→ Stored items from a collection
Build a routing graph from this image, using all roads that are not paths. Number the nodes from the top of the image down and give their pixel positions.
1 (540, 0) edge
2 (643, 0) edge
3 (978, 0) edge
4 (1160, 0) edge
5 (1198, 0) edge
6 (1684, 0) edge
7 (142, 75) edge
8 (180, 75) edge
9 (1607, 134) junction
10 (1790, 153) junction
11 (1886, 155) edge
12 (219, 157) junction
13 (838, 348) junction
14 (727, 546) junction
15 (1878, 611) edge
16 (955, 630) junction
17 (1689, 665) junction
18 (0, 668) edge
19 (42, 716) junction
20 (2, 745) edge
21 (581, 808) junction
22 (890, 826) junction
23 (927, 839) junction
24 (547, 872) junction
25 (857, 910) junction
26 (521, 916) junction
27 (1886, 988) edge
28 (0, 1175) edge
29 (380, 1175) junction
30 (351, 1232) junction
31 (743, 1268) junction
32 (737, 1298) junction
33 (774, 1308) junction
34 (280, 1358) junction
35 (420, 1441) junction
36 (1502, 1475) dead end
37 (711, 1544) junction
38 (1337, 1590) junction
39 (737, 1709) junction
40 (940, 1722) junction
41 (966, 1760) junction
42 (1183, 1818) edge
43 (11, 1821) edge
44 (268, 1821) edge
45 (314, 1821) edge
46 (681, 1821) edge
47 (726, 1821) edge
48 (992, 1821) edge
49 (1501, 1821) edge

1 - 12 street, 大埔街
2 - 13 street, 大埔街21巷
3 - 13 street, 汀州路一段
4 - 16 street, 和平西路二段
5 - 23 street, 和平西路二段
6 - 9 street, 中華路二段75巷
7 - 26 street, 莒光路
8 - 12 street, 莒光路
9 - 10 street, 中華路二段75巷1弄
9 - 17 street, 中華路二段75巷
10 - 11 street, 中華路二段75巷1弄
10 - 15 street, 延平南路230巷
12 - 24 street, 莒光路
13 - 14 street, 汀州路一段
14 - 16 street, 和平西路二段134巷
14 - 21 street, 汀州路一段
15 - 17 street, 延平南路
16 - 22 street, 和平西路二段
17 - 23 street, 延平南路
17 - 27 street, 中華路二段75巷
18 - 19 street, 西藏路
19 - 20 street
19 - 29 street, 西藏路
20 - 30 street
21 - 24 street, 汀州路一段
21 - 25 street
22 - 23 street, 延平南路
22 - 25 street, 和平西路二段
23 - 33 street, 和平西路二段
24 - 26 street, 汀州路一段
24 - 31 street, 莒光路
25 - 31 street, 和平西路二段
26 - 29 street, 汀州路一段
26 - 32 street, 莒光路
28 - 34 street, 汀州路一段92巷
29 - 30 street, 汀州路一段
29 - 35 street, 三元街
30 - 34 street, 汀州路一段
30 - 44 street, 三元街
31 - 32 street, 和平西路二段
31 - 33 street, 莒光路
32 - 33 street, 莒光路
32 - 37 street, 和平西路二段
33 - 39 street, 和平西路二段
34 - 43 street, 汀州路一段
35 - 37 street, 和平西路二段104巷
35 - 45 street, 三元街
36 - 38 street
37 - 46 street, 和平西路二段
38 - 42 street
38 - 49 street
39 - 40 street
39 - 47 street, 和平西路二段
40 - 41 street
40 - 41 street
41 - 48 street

→ Directions
Transcribe the full set of records precisely.

→ Finished task
Build a routing graph from this image, using all roads that are not paths. Number the nodes from the top of the image down and give their pixel positions.
1 (540, 0) edge
2 (643, 0) edge
3 (978, 0) edge
4 (1160, 0) edge
5 (1198, 0) edge
6 (1684, 0) edge
7 (142, 75) edge
8 (180, 75) edge
9 (1607, 134) junction
10 (1790, 153) junction
11 (1886, 155) edge
12 (219, 157) junction
13 (838, 348) junction
14 (727, 546) junction
15 (1878, 611) edge
16 (955, 630) junction
17 (1689, 665) junction
18 (0, 668) edge
19 (42, 716) junction
20 (2, 745) edge
21 (581, 808) junction
22 (890, 826) junction
23 (927, 839) junction
24 (547, 872) junction
25 (857, 910) junction
26 (521, 916) junction
27 (1886, 988) edge
28 (0, 1175) edge
29 (380, 1175) junction
30 (351, 1232) junction
31 (743, 1268) junction
32 (737, 1298) junction
33 (774, 1308) junction
34 (280, 1358) junction
35 (420, 1441) junction
36 (1502, 1475) dead end
37 (711, 1544) junction
38 (1337, 1590) junction
39 (737, 1709) junction
40 (940, 1722) junction
41 (966, 1760) junction
42 (1183, 1818) edge
43 (11, 1821) edge
44 (268, 1821) edge
45 (314, 1821) edge
46 (681, 1821) edge
47 (726, 1821) edge
48 (992, 1821) edge
49 (1501, 1821) edge

1 - 12 street, 大埔街
2 - 13 street, 大埔街21巷
3 - 13 street, 汀州路一段
4 - 16 street, 和平西路二段
5 - 23 street, 和平西路二段
6 - 9 street, 中華路二段75巷
7 - 26 street, 莒光路
8 - 12 street, 莒光路
9 - 10 street, 中華路二段75巷1弄
9 - 17 street, 中華路二段75巷
10 - 11 street, 中華路二段75巷1弄
10 - 15 street, 延平南路230巷
12 - 24 street, 莒光路
13 - 14 street, 汀州路一段
14 - 16 street, 和平西路二段134巷
14 - 21 street, 汀州路一段
15 - 17 street, 延平南路
16 - 22 street, 和平西路二段
17 - 23 street, 延平南路
17 - 27 street, 中華路二段75巷
18 - 19 street, 西藏路
19 - 20 street
19 - 29 street, 西藏路
20 - 30 street
21 - 24 street, 汀州路一段
21 - 25 street
22 - 23 street, 延平南路
22 - 25 street, 和平西路二段
23 - 33 street, 和平西路二段
24 - 26 street, 汀州路一段
24 - 31 street, 莒光路
25 - 31 street, 和平西路二段
26 - 29 street, 汀州路一段
26 - 32 street, 莒光路
28 - 34 street, 汀州路一段92巷
29 - 30 street, 汀州路一段
29 - 35 street, 三元街
30 - 34 street, 汀州路一段
30 - 44 street, 三元街
31 - 32 street, 和平西路二段
31 - 33 street, 莒光路
32 - 33 street, 莒光路
32 - 37 street, 和平西路二段
33 - 39 street, 和平西路二段
34 - 43 street, 汀州路一段
35 - 37 street, 和平西路二段104巷
35 - 45 street, 三元街
36 - 38 street
37 - 46 street, 和平西路二段
38 - 42 street
38 - 49 street
39 - 40 street
39 - 47 street, 和平西路二段
40 - 41 street
40 - 41 street
41 - 48 street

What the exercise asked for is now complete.